[Saved entries]
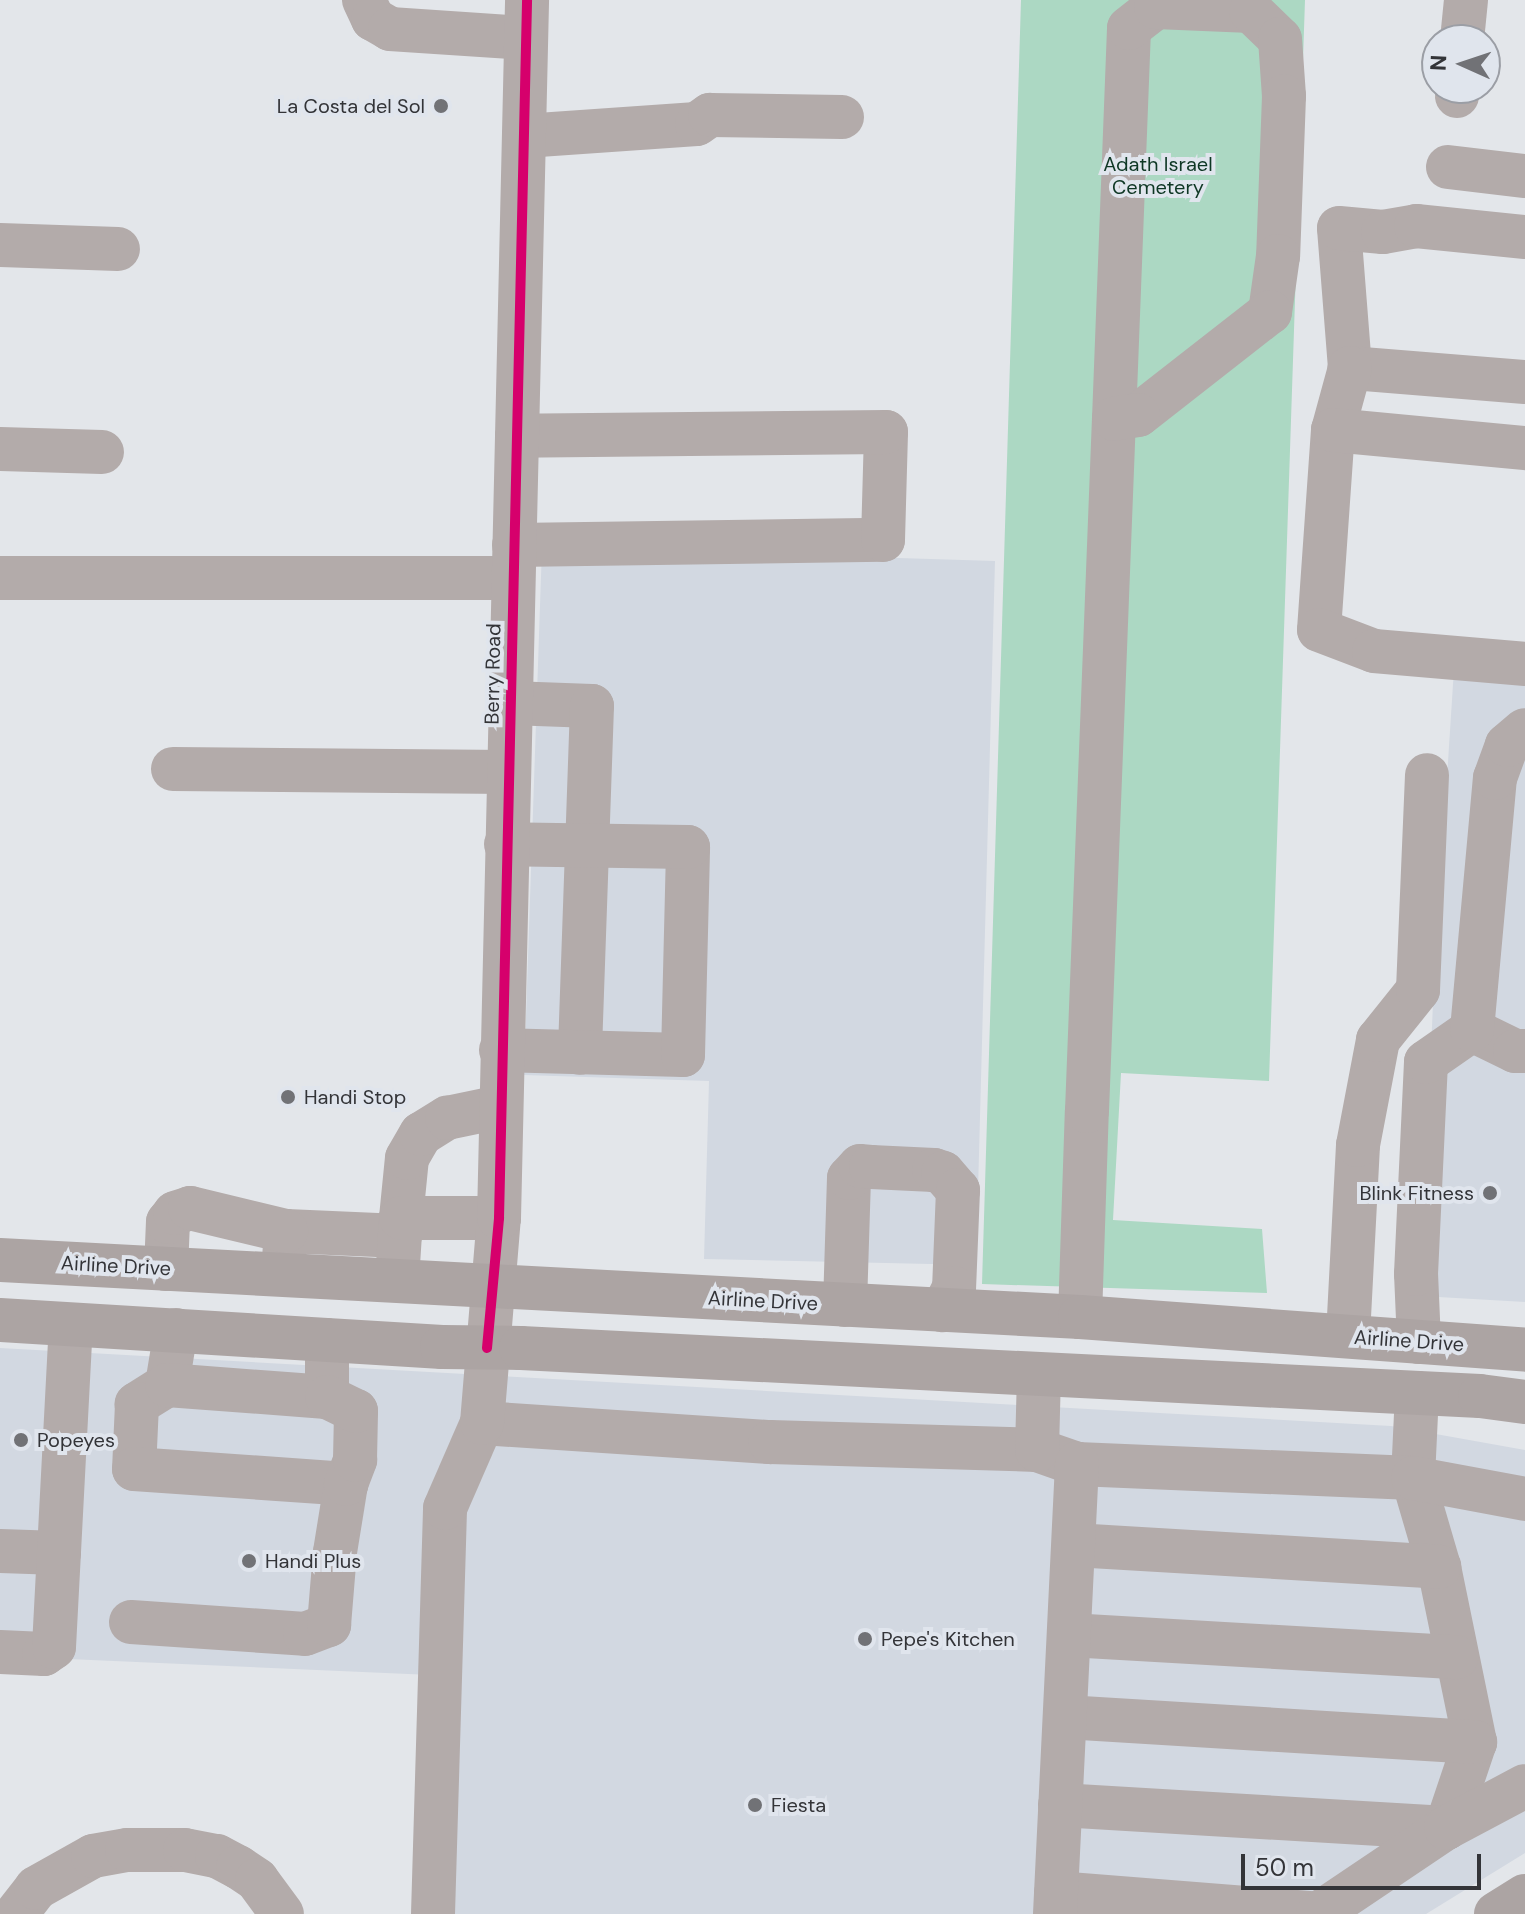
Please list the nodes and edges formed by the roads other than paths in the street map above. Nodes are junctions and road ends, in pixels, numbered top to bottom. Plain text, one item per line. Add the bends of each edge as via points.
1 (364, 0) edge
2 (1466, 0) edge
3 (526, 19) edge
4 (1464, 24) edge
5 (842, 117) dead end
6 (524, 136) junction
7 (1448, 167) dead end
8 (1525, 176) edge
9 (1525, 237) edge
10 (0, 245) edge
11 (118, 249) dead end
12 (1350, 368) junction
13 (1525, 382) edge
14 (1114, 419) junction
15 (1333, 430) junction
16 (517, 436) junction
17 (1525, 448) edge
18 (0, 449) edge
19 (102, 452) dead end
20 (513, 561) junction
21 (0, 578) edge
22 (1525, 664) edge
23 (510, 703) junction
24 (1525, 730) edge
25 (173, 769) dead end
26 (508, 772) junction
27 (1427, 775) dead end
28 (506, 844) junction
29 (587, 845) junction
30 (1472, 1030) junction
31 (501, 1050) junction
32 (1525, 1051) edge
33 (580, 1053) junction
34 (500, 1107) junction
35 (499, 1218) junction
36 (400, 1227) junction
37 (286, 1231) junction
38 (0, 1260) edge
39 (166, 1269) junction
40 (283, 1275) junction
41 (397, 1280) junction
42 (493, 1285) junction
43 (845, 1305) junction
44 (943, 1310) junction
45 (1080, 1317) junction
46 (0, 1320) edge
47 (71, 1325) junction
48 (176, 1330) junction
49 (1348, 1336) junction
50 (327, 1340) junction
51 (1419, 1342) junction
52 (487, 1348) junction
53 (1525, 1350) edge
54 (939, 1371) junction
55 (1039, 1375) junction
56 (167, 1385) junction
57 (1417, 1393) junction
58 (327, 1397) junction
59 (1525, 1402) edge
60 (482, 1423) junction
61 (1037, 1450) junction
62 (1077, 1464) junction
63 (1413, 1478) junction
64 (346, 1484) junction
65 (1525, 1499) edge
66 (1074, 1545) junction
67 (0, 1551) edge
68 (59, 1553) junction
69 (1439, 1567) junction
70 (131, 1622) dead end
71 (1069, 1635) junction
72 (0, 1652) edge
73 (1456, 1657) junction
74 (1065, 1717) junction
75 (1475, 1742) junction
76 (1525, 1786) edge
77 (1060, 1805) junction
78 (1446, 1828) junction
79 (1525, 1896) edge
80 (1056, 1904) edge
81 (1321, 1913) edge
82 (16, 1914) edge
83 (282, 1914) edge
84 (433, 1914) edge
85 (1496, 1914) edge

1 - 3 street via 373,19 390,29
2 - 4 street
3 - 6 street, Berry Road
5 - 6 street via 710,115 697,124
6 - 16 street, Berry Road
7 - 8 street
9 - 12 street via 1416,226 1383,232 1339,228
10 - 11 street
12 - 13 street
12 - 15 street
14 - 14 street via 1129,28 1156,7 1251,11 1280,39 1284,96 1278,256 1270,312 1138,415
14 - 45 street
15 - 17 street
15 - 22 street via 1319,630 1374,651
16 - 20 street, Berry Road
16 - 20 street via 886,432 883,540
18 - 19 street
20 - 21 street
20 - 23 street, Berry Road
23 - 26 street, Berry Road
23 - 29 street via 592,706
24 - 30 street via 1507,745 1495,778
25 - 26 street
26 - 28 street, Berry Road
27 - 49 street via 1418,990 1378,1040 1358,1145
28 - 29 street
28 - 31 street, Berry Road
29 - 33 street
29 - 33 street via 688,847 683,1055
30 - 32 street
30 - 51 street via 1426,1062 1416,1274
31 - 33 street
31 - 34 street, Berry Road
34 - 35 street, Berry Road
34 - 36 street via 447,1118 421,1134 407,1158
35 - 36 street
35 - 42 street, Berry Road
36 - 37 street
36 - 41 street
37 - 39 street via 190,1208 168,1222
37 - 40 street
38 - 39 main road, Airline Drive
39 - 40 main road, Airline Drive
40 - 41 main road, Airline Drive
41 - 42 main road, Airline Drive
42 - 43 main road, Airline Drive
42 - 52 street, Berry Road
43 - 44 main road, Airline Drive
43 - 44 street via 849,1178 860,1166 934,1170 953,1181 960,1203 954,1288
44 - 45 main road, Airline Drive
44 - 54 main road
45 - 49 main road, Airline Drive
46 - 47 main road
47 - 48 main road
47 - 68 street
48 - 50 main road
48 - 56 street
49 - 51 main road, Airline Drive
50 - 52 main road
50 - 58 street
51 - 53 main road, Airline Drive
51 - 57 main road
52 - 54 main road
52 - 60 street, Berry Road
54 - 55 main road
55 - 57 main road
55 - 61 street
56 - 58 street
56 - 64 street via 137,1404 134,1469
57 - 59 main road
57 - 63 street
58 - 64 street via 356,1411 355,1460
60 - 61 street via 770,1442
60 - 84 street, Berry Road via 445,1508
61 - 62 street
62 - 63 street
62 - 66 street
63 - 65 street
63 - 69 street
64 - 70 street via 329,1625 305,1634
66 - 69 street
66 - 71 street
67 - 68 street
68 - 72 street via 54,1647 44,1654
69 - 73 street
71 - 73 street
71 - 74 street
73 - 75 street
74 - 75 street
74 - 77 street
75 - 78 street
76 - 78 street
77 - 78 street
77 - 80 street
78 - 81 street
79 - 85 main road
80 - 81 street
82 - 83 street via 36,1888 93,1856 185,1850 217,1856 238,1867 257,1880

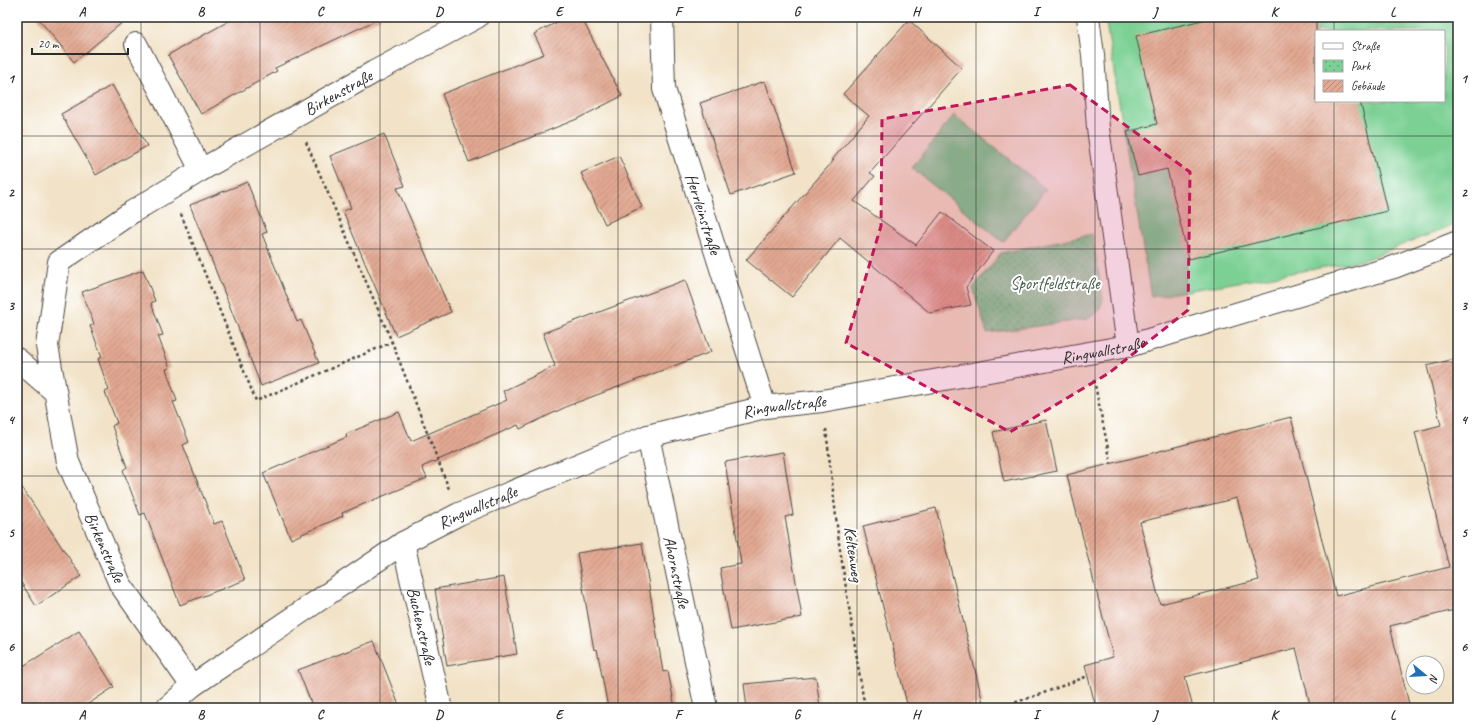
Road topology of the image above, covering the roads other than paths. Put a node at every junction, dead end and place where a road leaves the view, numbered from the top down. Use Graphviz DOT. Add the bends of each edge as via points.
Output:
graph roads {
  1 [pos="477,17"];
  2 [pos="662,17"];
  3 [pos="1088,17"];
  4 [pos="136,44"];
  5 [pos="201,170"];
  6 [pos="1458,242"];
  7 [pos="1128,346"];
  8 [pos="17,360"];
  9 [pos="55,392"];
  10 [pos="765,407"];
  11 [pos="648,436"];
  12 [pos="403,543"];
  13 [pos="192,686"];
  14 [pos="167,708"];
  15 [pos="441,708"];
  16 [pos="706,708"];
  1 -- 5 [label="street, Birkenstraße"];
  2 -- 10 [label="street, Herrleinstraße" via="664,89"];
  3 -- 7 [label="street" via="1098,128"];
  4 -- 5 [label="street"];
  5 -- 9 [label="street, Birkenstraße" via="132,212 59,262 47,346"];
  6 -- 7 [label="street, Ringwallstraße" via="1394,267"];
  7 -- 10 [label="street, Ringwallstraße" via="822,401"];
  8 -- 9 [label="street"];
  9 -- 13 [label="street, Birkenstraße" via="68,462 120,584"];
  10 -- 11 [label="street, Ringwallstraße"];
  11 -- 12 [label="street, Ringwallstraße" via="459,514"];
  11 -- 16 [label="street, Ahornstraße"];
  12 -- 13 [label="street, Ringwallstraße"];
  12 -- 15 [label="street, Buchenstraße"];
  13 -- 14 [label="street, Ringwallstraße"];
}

## Task requirements
If a line in the entries holds the string "bends", count it, then state the total and nothing more.

## Solution to this problem
2